ADLC, 4 avril 2017, n° 17-DCC-39

AUTORITÉ DE LA CONCURRENCE

Décision

Acquisition du contrôle exclusif des sociétés Livelle et 3Suisses Belgium par Domoti SAS

ADLC n° 17-DCC-39

4 avril 2017

L'Autorité de la concurrence,

Vu le dossier de notification adressé complet au service des concentrations le 7 mars 2017, relatif à l'acquisition des sociétés Livelle et 3Suisses Belgium par Domoti SAS, formalisée par un contrat d'acquisition d'actions en date du 23 janvier 2017 ; Vu le livre IV du code de commerce relatif à la liberté des prix et de la concurrence, et notamment ses articles L. 430-1 à L. 430-7 ; Vu les éléments complémentaires transmis par les parties au cours de l'instruction ;

Adopte la décision suivante :

I. Les entreprises concernées et l'opération

1. Domoti est une société active dans le secteur de la vente à distance par le biais de cinq catalogues spécialisés : "Confort et Vie " (essentiellement destinés aux seniors), " ID Homme " (idées cadeaux pour hommes), "L'Atelier de Lucie " (broderie, point de croix, canevas et tricot), "Temps L" (objets pour la maison), ainsi que "Becquet " (linge de maison). Domoti est détenue et contrôlée par ses trois associés fondateurs MM. Tiberghien, Willot et Flipo.
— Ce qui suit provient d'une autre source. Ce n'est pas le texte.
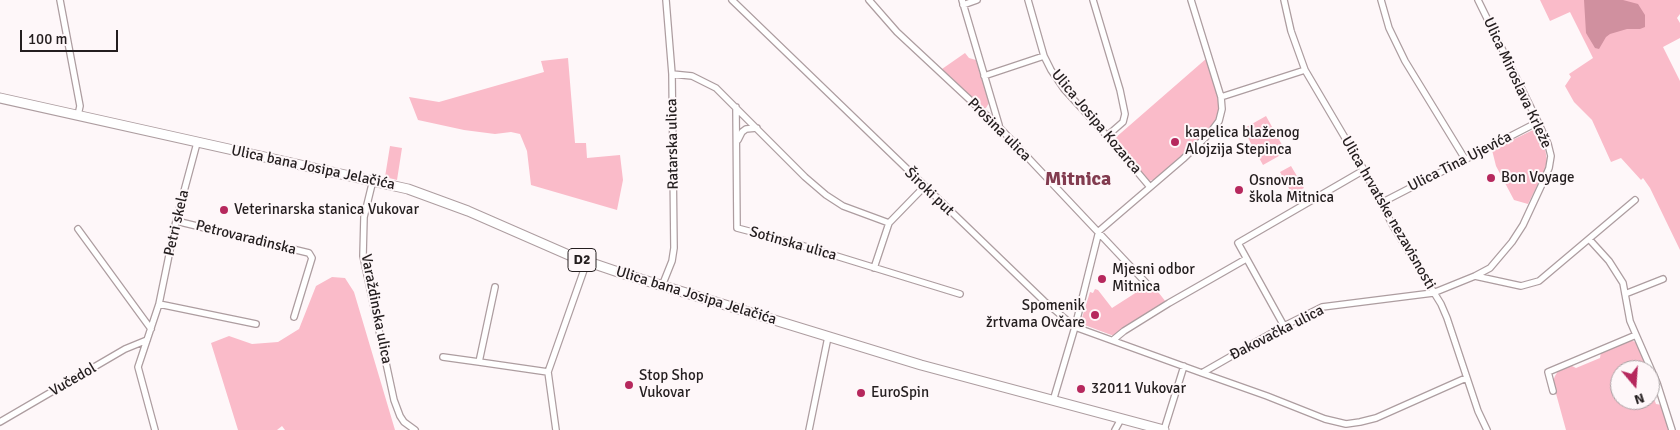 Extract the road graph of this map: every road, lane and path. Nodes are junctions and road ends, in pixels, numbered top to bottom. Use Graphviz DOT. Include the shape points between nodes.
graph roads {
  1 [pos="60,0"];
  2 [pos="666,0"];
  3 [pos="732,0"];
  4 [pos="869,0"];
  5 [pos="977,0"];
  6 [pos="1028,0"];
  7 [pos="1094,0"];
  8 [pos="1191,0"];
  9 [pos="1284,0"];
  10 [pos="1381,0"];
  11 [pos="1478,0"];
  12 [pos="963,2"];
  13 [pos="1044,56"];
  14 [pos="1305,70"];
  15 [pos="672,74"];
  16 [pos="984,76"];
  17 [pos="1220,97"];
  18 [pos="0,98"];
  19 [pos="736,107"];
  20 [pos="78,115"];
  21 [pos="1538,122"];
  22 [pos="999,127"];
  23 [pos="757,128"];
  24 [pos="1107,136"];
  25 [pos="197,142"];
  26 [pos="737,142"];
  27 [pos="1465,160"];
  28 [pos="1364,170"];
  29 [pos="373,180"];
  30 [pos="924,187"];
  31 [pos="1150,187"];
  32 [pos="1635,200"];
  33 [pos="1381,203"];
  34 [pos="176,221"];
  35 [pos="889,223"];
  36 [pos="78,229"];
  37 [pos="1099,231"];
  38 [pos="1590,239"];
  39 [pos="1246,259"];
  40 [pos="589,262"];
  41 [pos="874,268"];
  42 [pos="1475,276"];
  43 [pos="1663,279"];
  44 [pos="1148,285"];
  45 [pos="662,286"];
  46 [pos="495,287"];
  47 [pos="1433,293"];
  48 [pos="960,294"];
  49 [pos="1626,294"];
  50 [pos="159,304"];
  51 [pos="294,317"];
  52 [pos="256,324"];
  53 [pos="1284,326"];
  54 [pos="1075,327"];
  55 [pos="151,330"];
  56 [pos="1636,335"];
  57 [pos="828,336"];
  58 [pos="147,340"];
  59 [pos="1113,340"];
  60 [pos="443,357"];
  61 [pos="479,362"];
  62 [pos="1184,366"];
  63 [pos="548,372"];
  64 [pos="1202,373"];
  65 [pos="1466,378"];
  66 [pos="1553,391"];
  67 [pos="1053,401"];
  68 [pos="1121,419"];
  69 [pos="0,422"];
  70 [pos="155,430"];
  71 [pos="415,430"];
  72 [pos="556,430"];
  73 [pos="809,430"];
  74 [pos="1115,430"];
  75 [pos="1164,430"];
  76 [pos="1486,430"];
  77 [pos="1672,430"];
  1 -- 20 [label="street" via="80,106"];
  2 -- 15 [label="street, Ratarska ulica"];
  3 -- 30 [label="street, Široki put"];
  4 -- 22 [label="street, Prosina ulica" via="897,32"];
  5 -- 12 [label="street"];
  6 -- 13 [label="street, Ulica Josipa Kozarca"];
  7 -- 24 [label="street" via="1126,114 1123,122"];
  8 -- 17 [label="street"];
  9 -- 14 [label="street, Ulica hrvatske nezavisnosti"];
  10 -- 27 [label="street" via="1389,28 1405,62"];
  11 -- 21 [label="street, Ulica Miroslava Krleže"];
  12 -- 16 [label="street"];
  13 -- 16 [label="street, Ulica Josipa Kozarca"];
  13 -- 24 [label="street, Ulica Josipa Kozarca" via="1064,89"];
  14 -- 17 [label="street"];
  14 -- 28 [label="street, Ulica hrvatske nezavisnosti"];
  15 -- 19 [label="street" via="703,81 716,88"];
  15 -- 45 [label="street, Ratarska ulica" via="674,248"];
  16 -- 22 [label="street"];
  17 -- 31 [label="street" via="1221,114 1216,126"];
  18 -- 20 [label="main road, Ulica bana Josipa Jelačića / D2"];
  19 -- 23 [label="street"];
  19 -- 26 [label="street, Sotinska ulica"];
  20 -- 25 [label="main road, Ulica bana Josipa Jelačića / D2"];
  21 -- 27 [label="street, Ulica Tina Ujevića"];
  21 -- 42 [label="street, Ulica Miroslava Krleže" via="1551,156 1549,168 1512,242 1490,268"];
  22 -- 37 [label="street, Prosina ulica"];
  23 -- 26 [label="street" via="746,129"];
  23 -- 35 [label="street" via="805,177 833,200"];
  24 -- 31 [label="street, Ulica Josipa Kozarca"];
  25 -- 29 [label="main road, Ulica bana Josipa Jelačića / D2"];
  25 -- 34 [label="street, Petri skela"];
  26 -- 41 [label="street, Sotinska ulica" via="737,228"];
  27 -- 33 [label="street, Ulica Tina Ujevića"];
  28 -- 33 [label="street, Ulica hrvatske nezavisnosti"];
  28 -- 39 [label="street" via="1238,243"];
  29 -- 40 [label="main road, Ulica bana Josipa Jelačića / D2" via="447,202"];
  29 -- 71 [label="street, Varaždinska ulica" via="364,217 363,256 394,400 404,422"];
  30 -- 35 [label="street"];
  30 -- 54 [label="street, Široki put"];
  31 -- 37 [label="street"];
  32 -- 38 [label="street"];
  33 -- 47 [label="street, Ulica hrvatske nezavisnosti"];
  34 -- 50 [label="street, Petri skela"];
  34 -- 51 [label="street, Petrovaradinska" via="309,253 312,258"];
  35 -- 41 [label="street"];
  36 -- 55 [label="street"];
  37 -- 44 [label="street, Prosina ulica"];
  37 -- 54 [label="street"];
  38 -- 42 [label="street" via="1539,281 1521,286"];
  38 -- 49 [label="street" via="1609,261"];
  39 -- 53 [label="street"];
  39 -- 59 [label="street"];
  40 -- 45 [label="main road, Ulica bana Josipa Jelačića / D2"];
  40 -- 63 [label="street" via="584,268"];
  41 -- 48 [label="street, Sotinska ulica"];
  42 -- 47 [label="street, Ulica Miroslava Krleže"];
  43 -- 49 [label="street"];
  45 -- 57 [label="main road, Ulica bana Josipa Jelačića / D2"];
  46 -- 61 [label="street"];
  47 -- 53 [label="street, Đakovačka ulica" via="1322,307"];
  47 -- 65 [label="street, Ulica hrvatske nezavisnosti" via="1447,318"];
  49 -- 56 [label="street" via="1630,321"];
  50 -- 52 [label="street"];
  50 -- 55 [label="street, Petri skela"];
  53 -- 64 [label="street, Đakovačka ulica"];
  54 -- 59 [label="street"];
  54 -- 67 [label="street"];
  55 -- 58 [label="street, Petri skela"];
  56 -- 66 [label="street" via="1548,372"];
  56 -- 77 [label="street" via="1660,390"];
  57 -- 67 [label="main road, Ulica bana Josipa Jelačića / D2"];
  57 -- 73 [label="street"];
  58 -- 69 [label="street, Vučedol" via="125,349"];
  58 -- 70 [label="street, Petri skela" via="138,367"];
  59 -- 62 [label="street"];
  60 -- 61 [label="street"];
  61 -- 63 [label="street"];
  62 -- 64 [label="street"];
  62 -- 75 [label="street"];
  63 -- 72 [label="street"];
  64 -- 65 [label="street" via="1346,424 1376,418"];
  65 -- 76 [label="street, Ulica hrvatske nezavisnosti"];
  67 -- 68 [label="main road, Ulica bana Josipa Jelačića / D2"];
  68 -- 74 [label="street"];
  68 -- 75 [label="main road, Ulica bana Josipa Jelačića / D2"];
}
2. Livelle et 3 Suisses Belgiumsont des sociétés actives respectivement sur les marchés français et belge de la vente à distance sur catalogue spécialisé et sur site internet de produits non alimentaires. Elles proposent notamment des vêtements pour femmes, des vêtements pour hommes, des vêtements pour enfants, des sous-vêtements, du linge de maison et, plus marginalement, dumobilier. Livelle est détenue par la société 3SI Holding qui est une filiale du groupe allemand Otto. 3Suisses Belgium est détenue par 3Suisses France et 3SI Commerce, elles-mêmes détenues par la société 3SI Holding.

3. L'opération consiste en l'acquisition de l'intégralité des actions de Livelle et de 3Suisses Belgiumpar Domoti. En ce qu'elle se traduit par la prise de contrôle exclusif de Livelle et de 3Suisses Belgium par Domoti, l'opération constitue une concentration au sens de l'article L. 430-1 du code de commerce.

4. Les entreprises concernées ont réalisé ensemble un chiffre d'affaires hors taxes consolidé sur le plan mondial de plus de 150 millions d'euros (Domoti : [...] d'euros pour l'exercice clos le 30 juin 2016 ; Livelle et 3Suisses Belgium: [...] d'euros pour l'exercice clos le 31 décembre 2016). Chacune de ces entreprises a réalisé en France un chiffre d'affaires supérieur à 50 millions d'euros (Domoti : [...] d'euros pour l'exercice clos le 30 juin 2016 ; Livelle et 3Suisses Belgium: [...] d'euros pour l'exercice clos le 31 décembre 2016). Compte tenu de ces chiffres d'affaires, l'opération ne relève pas de la compétence de l'Union européenne. En revanche, les seuils de contrôle mentionnés au I de l'article L. 430-2 du code de commerce sont franchis. Cette opération est donc soumise aux dispositions des articles L. 430-3 et suivants du code de commerce relatifs à la concentration économique.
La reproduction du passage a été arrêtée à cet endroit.